DATA PROVIDED:

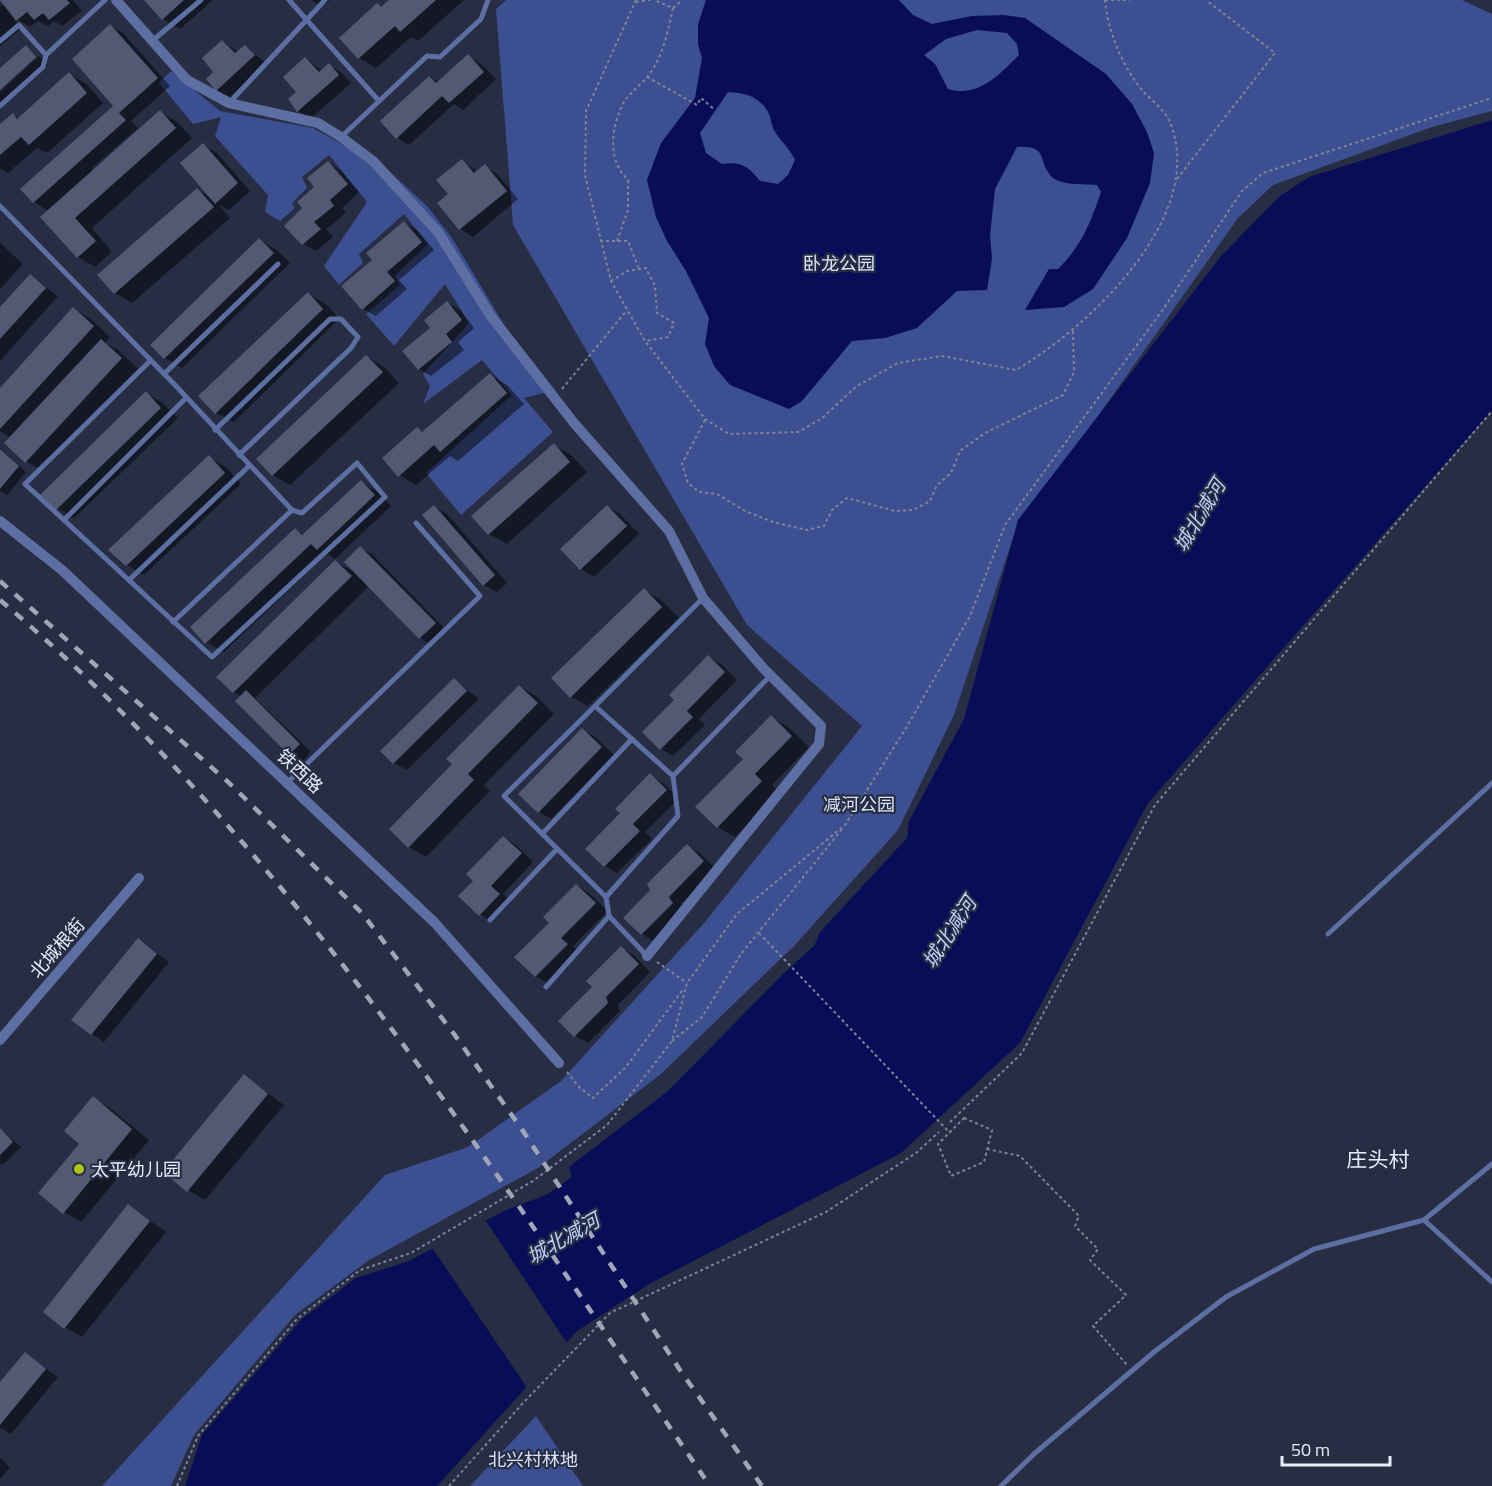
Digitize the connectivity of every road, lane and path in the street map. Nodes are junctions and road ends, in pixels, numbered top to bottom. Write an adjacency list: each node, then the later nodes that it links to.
1 (105, 0): 17 (lane)
2 (116, 0): 16 (street)
3 (201, 0): 16 (lane)
4 (289, 0): 14 (lane)
5 (325, 0): 14 (lane)
6 (488, 0): 20 (lane)
7 (652, 0): 12 (path); 13 (path)
8 (682, 0): 13 (path)
9 (1105, 0): 10 (path); 25 (path)
10 (1130, 0)
11 (1206, 0): 25 (path)
12 (636, 1): 27 (path)
13 (673, 8): 18 (path)
14 (307, 20): 20 (lane); 21 (lane)
15 (0, 41): 17 (lane)
16 (151, 42): 21 (street)
17 (46, 55): 22 (lane)
18 (647, 76): 23 (path); 28 (path)
19 (1492, 98): 57 (path)
20 (379, 101): 24 (lane)
21 (229, 103): 24 (street)
22 (0, 106)
23 (715, 110)
24 (341, 136): 37 (street)
25 (1177, 179): 33 (path)
26 (0, 206): 35 (lane)
27 (600, 241): 28 (path); 31 (path)
28 (616, 241): 30 (path)
29 (278, 264): 36 (lane)
30 (639, 269): 31 (path); 34 (path)
31 (611, 281): 32 (path)
32 (627, 310): 34 (path); 37 (path)
33 (1073, 330): 40 (path); 40 (path)
34 (645, 341): 40 (path)
35 (150, 361): 36 (lane); 45 (lane)
36 (164, 374): 38 (lane)
37 (553, 396): 49 (street)
38 (186, 398): 41 (lane); 45 (lane)
39 (1492, 411): 72 (path)
40 (705, 419)
41 (215, 430): 42 (lane); 42 (lane)
42 (239, 455): 43 (lane)
43 (249, 466): 44 (lane); 48 (lane)
44 (292, 510): 50 (lane); 50 (lane)
45 (64, 520): 48 (lane)
46 (0, 521): 55 (street, 铁西路)
47 (416, 523): 55 (lane)
48 (129, 580): 50 (lane)
49 (703, 598): 51 (street); 52 (lane)
50 (173, 622)
51 (771, 675): 54 (lane); 66 (street)
52 (595, 706): 53 (lane); 58 (lane)
53 (632, 739): 54 (lane); 58 (lane)
54 (673, 776): 61 (lane)
55 (288, 782): 71 (street, 铁西路)
56 (1492, 783): 65 (lane)
57 (845, 825): 64 (path); 67 (path)
58 (542, 834): 59 (lane)
59 (557, 849): 61 (lane); 63 (lane)
60 (139, 878): 69 (street, 北城根街)
61 (606, 897): 62 (lane)
62 (609, 916): 66 (lane); 68 (lane)
63 (490, 920)
64 (759, 932): 70 (path); 74 (path, bridge)
65 (1328, 934)
66 (647, 956): 67 (path)
67 (686, 984): 70 (path); 71 (path)
68 (546, 987)
69 (0, 1040)
70 (672, 1041): 80 (path)
71 (559, 1063)
72 (950, 1122)
73 (939, 1132): 81 (path)
74 (950, 1133): 75 (path); 75 (path)
75 (987, 1149): 79 (path)
76 (1492, 1164): 77 (lane)
77 (1425, 1220): 78 (lane); 79 (lane)
78 (1492, 1282)
79 (1132, 1371): 82 (lane)
80 (177, 1486)
81 (448, 1486)
82 (1001, 1486)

YOUR TASK:
Everything in the data except the pictures should be restated word for word.

RESPONSE BELOW:
Digitize the connectivity of every road, lane and path in the street map. Nodes are junctions and road ends, in pixels, numbered top to bottom. Write an adjacency list: each node, then the later nodes that it links to.
1 (105, 0): 17 (lane)
2 (116, 0): 16 (street)
3 (201, 0): 16 (lane)
4 (289, 0): 14 (lane)
5 (325, 0): 14 (lane)
6 (488, 0): 20 (lane)
7 (652, 0): 12 (path); 13 (path)
8 (682, 0): 13 (path)
9 (1105, 0): 10 (path); 25 (path)
10 (1130, 0)
11 (1206, 0): 25 (path)
12 (636, 1): 27 (path)
13 (673, 8): 18 (path)
14 (307, 20): 20 (lane); 21 (lane)
15 (0, 41): 17 (lane)
16 (151, 42): 21 (street)
17 (46, 55): 22 (lane)
18 (647, 76): 23 (path); 28 (path)
19 (1492, 98): 57 (path)
20 (379, 101): 24 (lane)
21 (229, 103): 24 (street)
22 (0, 106)
23 (715, 110)
24 (341, 136): 37 (street)
25 (1177, 179): 33 (path)
26 (0, 206): 35 (lane)
27 (600, 241): 28 (path); 31 (path)
28 (616, 241): 30 (path)
29 (278, 264): 36 (lane)
30 (639, 269): 31 (path); 34 (path)
31 (611, 281): 32 (path)
32 (627, 310): 34 (path); 37 (path)
33 (1073, 330): 40 (path); 40 (path)
34 (645, 341): 40 (path)
35 (150, 361): 36 (lane); 45 (lane)
36 (164, 374): 38 (lane)
37 (553, 396): 49 (street)
38 (186, 398): 41 (lane); 45 (lane)
39 (1492, 411): 72 (path)
40 (705, 419)
41 (215, 430): 42 (lane); 42 (lane)
42 (239, 455): 43 (lane)
43 (249, 466): 44 (lane); 48 (lane)
44 (292, 510): 50 (lane); 50 (lane)
45 (64, 520): 48 (lane)
46 (0, 521): 55 (street, 铁西路)
47 (416, 523): 55 (lane)
48 (129, 580): 50 (lane)
49 (703, 598): 51 (street); 52 (lane)
50 (173, 622)
51 (771, 675): 54 (lane); 66 (street)
52 (595, 706): 53 (lane); 58 (lane)
53 (632, 739): 54 (lane); 58 (lane)
54 (673, 776): 61 (lane)
55 (288, 782): 71 (street, 铁西路)
56 (1492, 783): 65 (lane)
57 (845, 825): 64 (path); 67 (path)
58 (542, 834): 59 (lane)
59 (557, 849): 61 (lane); 63 (lane)
60 (139, 878): 69 (street, 北城根街)
61 (606, 897): 62 (lane)
62 (609, 916): 66 (lane); 68 (lane)
63 (490, 920)
64 (759, 932): 70 (path); 74 (path, bridge)
65 (1328, 934)
66 (647, 956): 67 (path)
67 (686, 984): 70 (path); 71 (path)
68 (546, 987)
69 (0, 1040)
70 (672, 1041): 80 (path)
71 (559, 1063)
72 (950, 1122)
73 (939, 1132): 81 (path)
74 (950, 1133): 75 (path); 75 (path)
75 (987, 1149): 79 (path)
76 (1492, 1164): 77 (lane)
77 (1425, 1220): 78 (lane); 79 (lane)
78 (1492, 1282)
79 (1132, 1371): 82 (lane)
80 (177, 1486)
81 (448, 1486)
82 (1001, 1486)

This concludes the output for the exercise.